US turning the corner? We reported how Jim Cramer called a bottom for the US market, now there is the famous writer of the Gloom, Boom & Doom report Marc Faber arguing the dollar has bottomed. We’re not entirely sure about his argument though.
- Acknowledging that many investors see weaker oil prices as bullish, Marc Faber says lower oil prices actually signal that the global economy has entered recession.
- “I think that what has happened is that starting in the fall of last year, the U.S. trade and current accounts were diminishing rapidly. It led to a tightening of global liquidity, (and) foreign official dollar reserves were not growing at the same pace as before,” the managing director of Marc Faber Ltd. and publisher of the Gloom, Boom & Doom Report told Bloomberg.
- “Whenever liquidity tightens, it leads to poor markets but is very dollar-supportive. Weak demand in the U.S., lower imports, and the demand for oil also declining led to a tightening of global liquidity,” Faber explains.
- That’s why Faber isn’t buying stocks now, he’s buying dollars.
- However, if he was buying stocks, Faber says he’d buy into the U.S. market because the U.S. economy is in relatively better shape than Europe’s.
- The weaker dollar makes it easier for U.S. companies to sell overseas, and the stronger euro makes it more difficult for Europe to sell goods to the U.S., he says.
- Faber believes the dollar will continue to rally against the euro. “My view is that after four years of under-performance, the U.S. dollar would now outperform for three to six months. I still maintain that,” Faber says.
- “I think the dollar can continue to rally somewhat to $1.47 against the euro,” Faber observes.
- The euro recently fell the most in almost eight years against the dollar as traders scaled back their bets that the European Central Bank will raise interest rates. Faber thinks the dollar can continue to rally somewhat to $1.47 against the euro.
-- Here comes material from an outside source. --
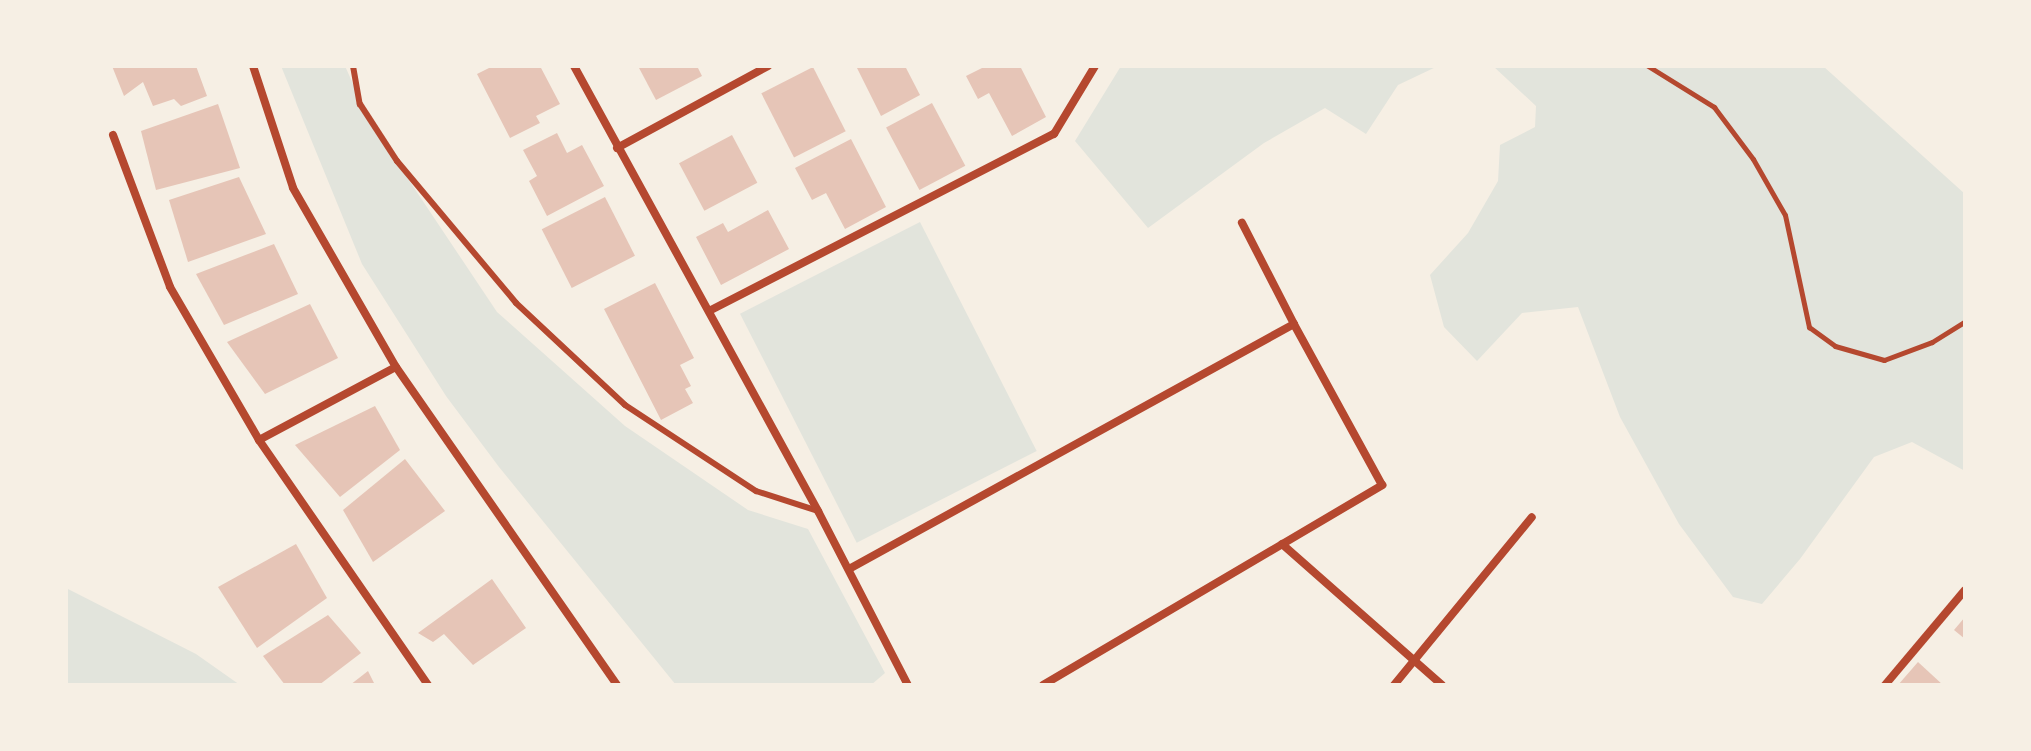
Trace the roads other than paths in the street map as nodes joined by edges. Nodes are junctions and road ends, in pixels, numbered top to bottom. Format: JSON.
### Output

- Faber also suggests unloading commodities now. Last October, he forecast a drop in commodity prices in the second half of 2008 due to a tightening of global liquidity.
- Faber now foresees individual commodities dropping as much as 50 percent, which some have already done, but he believes the bull market in commodities will then reassert itself.
- “In nominal terms, we had a bear market in commodities from1980 until 1999 or 2001. “Depending on the commodity we are seven years into a bull market for commodities.”
- Faber is also very optimistic about Japan’s economy, but very wary of long bets on steel stocks and iron companies. “That kind of thing I would avoid,” he says.
We’re not entirely sure. Global dollar supply reduces when the US balance of payments improves. A US balance of payments deficit basically means that the US buys more goods, services and assets abroad than other countries buy in the US.
The mirror image of that is that there is an excess supply of US dollars, which:
- either leads to a dollar fall against other currencies
- or central banks buy these ‘excess’ dollars, but they boost their own liquidity as more of these other currencies (yen, yuan, euros etc.) come into circulation.
Now, if the US balance of payment improves, less of this happens, which indeed lead to a tightening of liquidity.
However, central banks (most definitely including the FED) have pumped large amounts of liquidity in the markets as a reaction to the credit crisis, so we’re not entirely persuaded by Marc’s argument here.
In the meantime, criminals are dumping the dollar:
- The weakened US dollar has fallen out of favor with organized crime groups to pay for drug shipments or to settle scores, a Canadian government report said Friday.